À cet effet, JDM a entrepris de réaliser une série de trois articles chronologiques sur les questions relatives à l’éducation au Cameroun. Devenir enseignant au Cameroun : le parcours de l’enfer ? Était le premier de la série. Ceci dit, le présent article, second du genre, se penche sur la délicate question de la crise des enseignants au Cameroun. Que revendiquent les seigneurs de la craie ? Quelles sont les mesures prises par le Gouvernement afin d’apaiser les tensions ? Essai de décryptage. 

OTS : PORTE ÉTENDARD DE CE MOUVEMENT DE GRÈVE.

« On a Trop Supporté » représente un collectif d’enseignant issus de l‘ensemble du territoire national syndiqués ou non, exerçant en milieu urbain, semi urbain et rural. Mouvement acéphale pour des raisons stratégiques, il est constitué en mi-février 2022 dans la région septentrionale du Cameroun. Ce collectif d’enseignants anonymes a adressé le 16 février dernier une lettre ouverte au Président de la République. Deux jours plus tard, une seconde lettre constituant un préavis de grève avait cette fois été adressée au Premier Ministre. Le contenu de ces lettres ayant reçu l’assentiment de plusieurs enseignants, la grève a donc connu un démarrage effectif  à la date indiquée à savoir le 21 février 2022. OTS naît justement parce que les syndicats d’enseignants existants avaient jusqu’ici été pour la plupart amorphes. En effet, l’on note très peu d’actions concrètes implémentées dans le cadre de l’amélioration des conditions des enseignants émanant de ces syndicats. 

LES SYNDICATS D’ENSEIGNANTS AVANT OTS

Avant la mise sur pied d’OTS, il existait plusieurs syndicats d’enseignants du secondaire au Cameroun. Ce sont entre autres le Syndicat des Enseignants du Cameroun pour l‘Afrique (SECA), le Syndicat National Autonome de l’Enseignement  Secondaire (SNAES), le Syndicat des Enseignants du Supérieur, pour ne citer que ceux-là. Ces syndicats bien entendu ont été créés dans le but de militer pour l’amélioration de la condition des  enseignants du secondaire au Cameroun. Cependant, en termes de faits d’armes concrets, leur impact sur le terrain est assez négligeable. Ils sont pour la plupart très effacés et même que durant cette crise, OTS a très peu bénéficié de leur soutien. Cependant, le Syndicat qui s’est démarqué des autres depuis sa création est le SNAES qui a fait de la réhabilitation de la fonction d’animateur pédagogique son principal combat entre autres. 

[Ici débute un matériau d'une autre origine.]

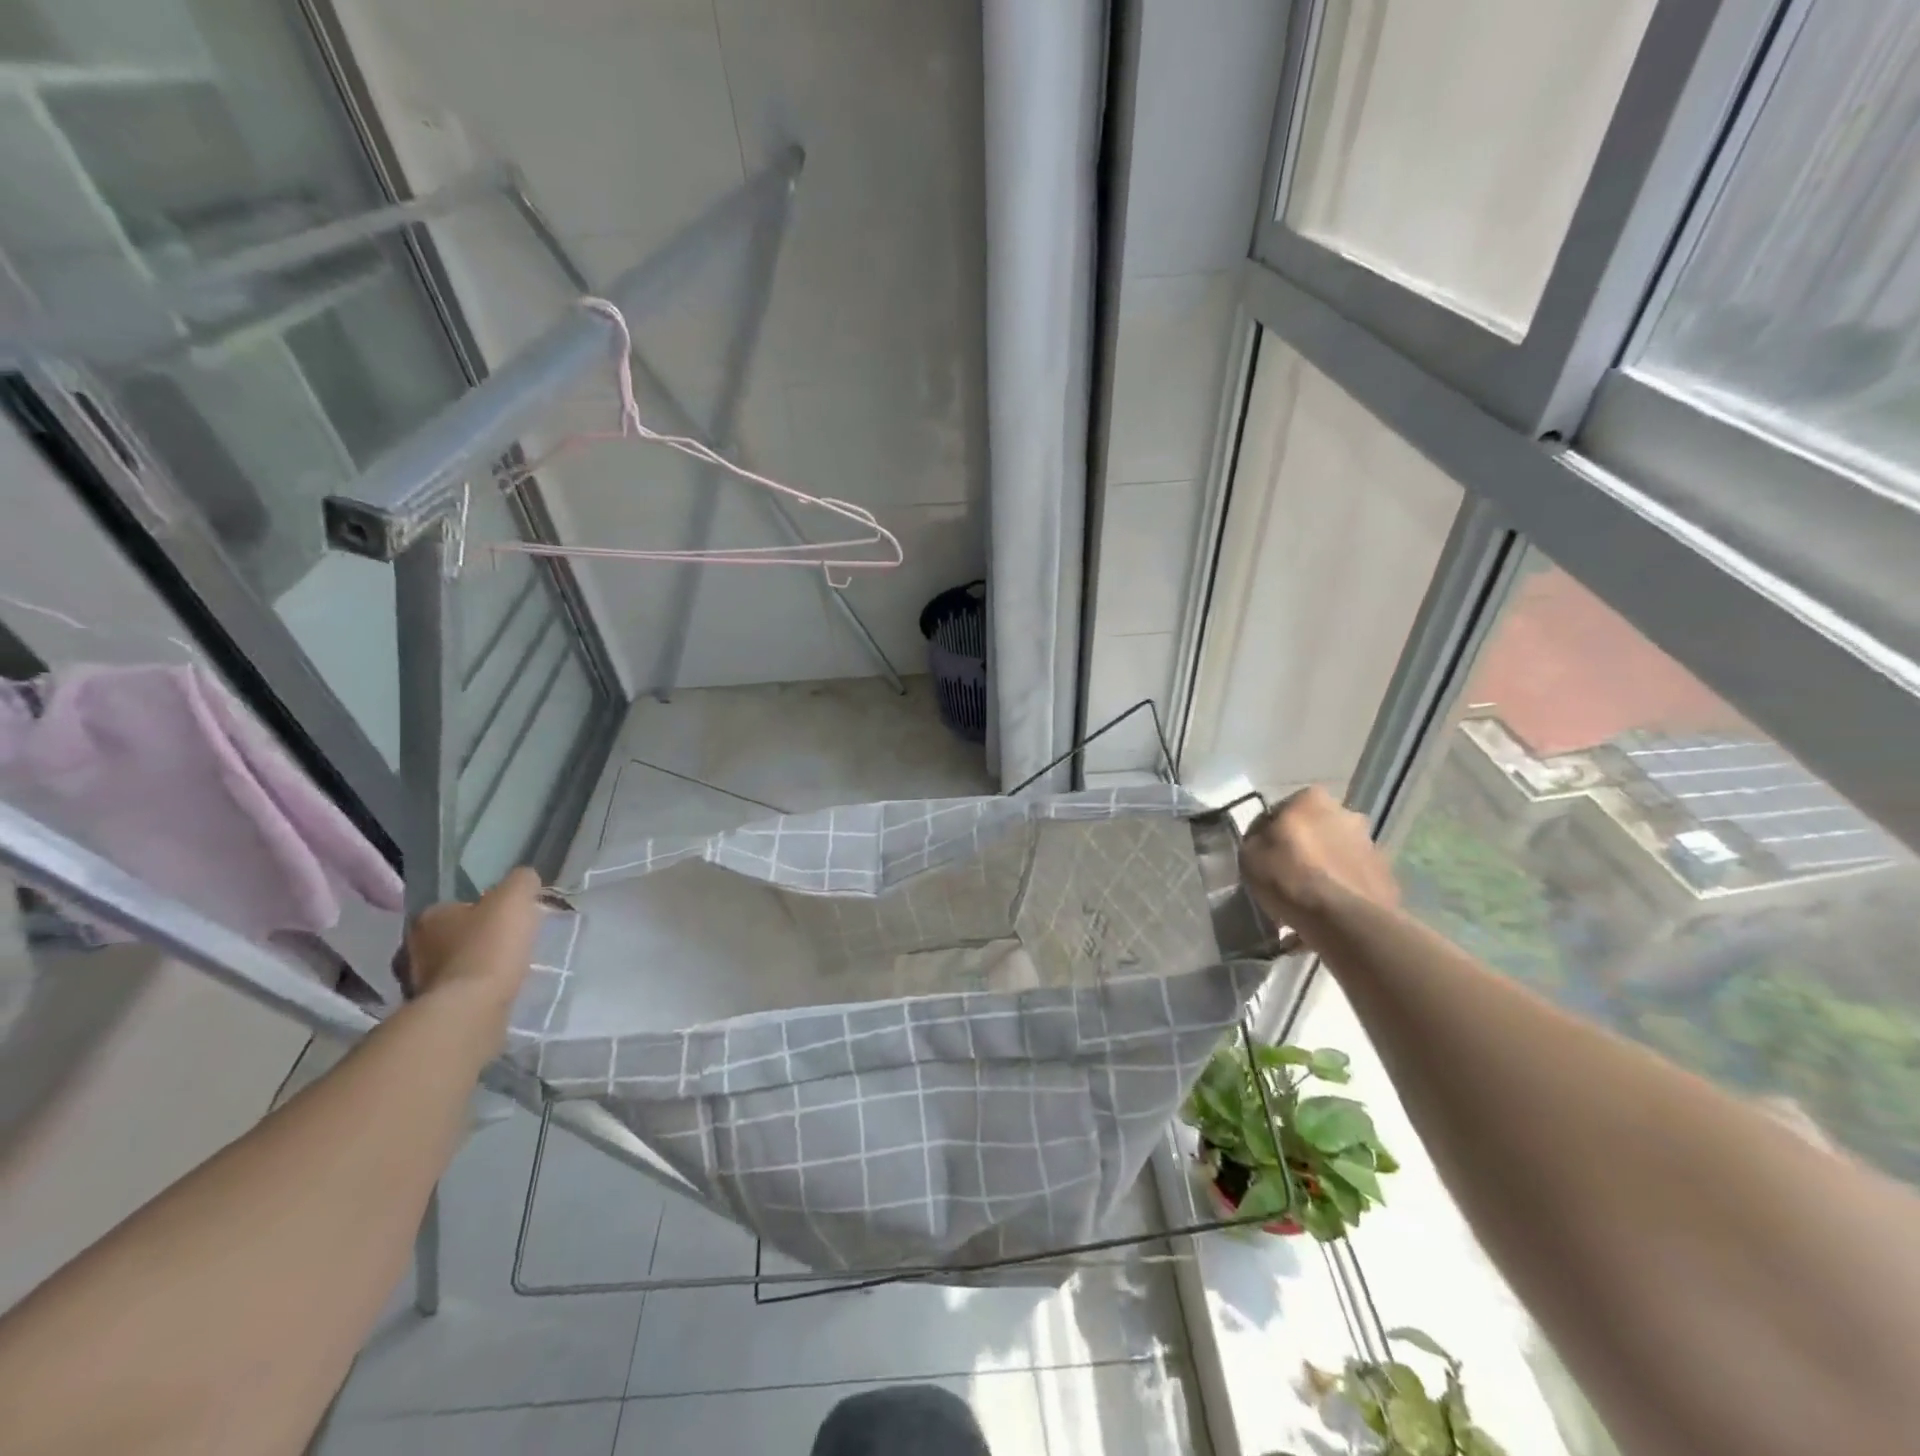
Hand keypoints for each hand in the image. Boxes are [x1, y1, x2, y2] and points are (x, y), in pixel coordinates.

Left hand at [402, 867, 542, 1021]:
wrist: (470, 1010)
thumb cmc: (489, 947)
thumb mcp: (515, 899)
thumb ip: (521, 882)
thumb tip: (524, 880)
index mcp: (428, 916)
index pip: (456, 906)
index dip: (483, 910)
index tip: (506, 921)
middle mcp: (410, 948)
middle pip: (449, 937)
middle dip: (472, 940)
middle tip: (505, 945)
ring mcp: (413, 983)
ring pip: (448, 967)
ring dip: (469, 968)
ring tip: (501, 973)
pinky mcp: (426, 1013)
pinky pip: (452, 994)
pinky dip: (468, 993)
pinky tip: (490, 994)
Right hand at [1240, 787, 1398, 936]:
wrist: (1345, 920)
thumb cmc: (1289, 878)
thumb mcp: (1249, 855)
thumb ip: (1256, 840)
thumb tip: (1265, 841)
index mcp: (1310, 798)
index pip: (1279, 812)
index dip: (1267, 835)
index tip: (1261, 857)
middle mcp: (1345, 812)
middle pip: (1313, 830)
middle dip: (1302, 848)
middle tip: (1286, 875)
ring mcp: (1370, 844)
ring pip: (1335, 854)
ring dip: (1323, 869)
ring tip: (1306, 899)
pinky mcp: (1386, 875)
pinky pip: (1352, 878)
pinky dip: (1340, 889)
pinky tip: (1325, 912)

CE QUE RÉCLAMENT LES ENSEIGNANTS DU SECONDAIRE

À travers le Mouvement OTS, les enseignants du secondaire expriment leur insatisfaction face à la gestion de leurs dossiers financiers et de carrière par le Gouvernement, ainsi que le silence longtemps entretenu de ce même Gouvernement face à leur lointaine détresse. 

Lointaine détresse en effet… Pour mieux comprendre ce qu’il en retourne, une brève balade dans les archives camerounaises s’impose.   

Le coup de poing de la crise économique 

1987, le Cameroun traverse une crise économique sans précédent. L’État afin d’y pallier entame une cure d’amaigrissement qui a eu de profondes répercussions sur tous les secteurs d’activités connus. La baisse drastique des salaires, la compression et la déflation des personnels du privé et du public sont activement observées. En effet, en 1993, les fonctionnaires camerounais ont connu deux baisses de salaires en l’espace de dix mois. D’abord en janvier puis en novembre. 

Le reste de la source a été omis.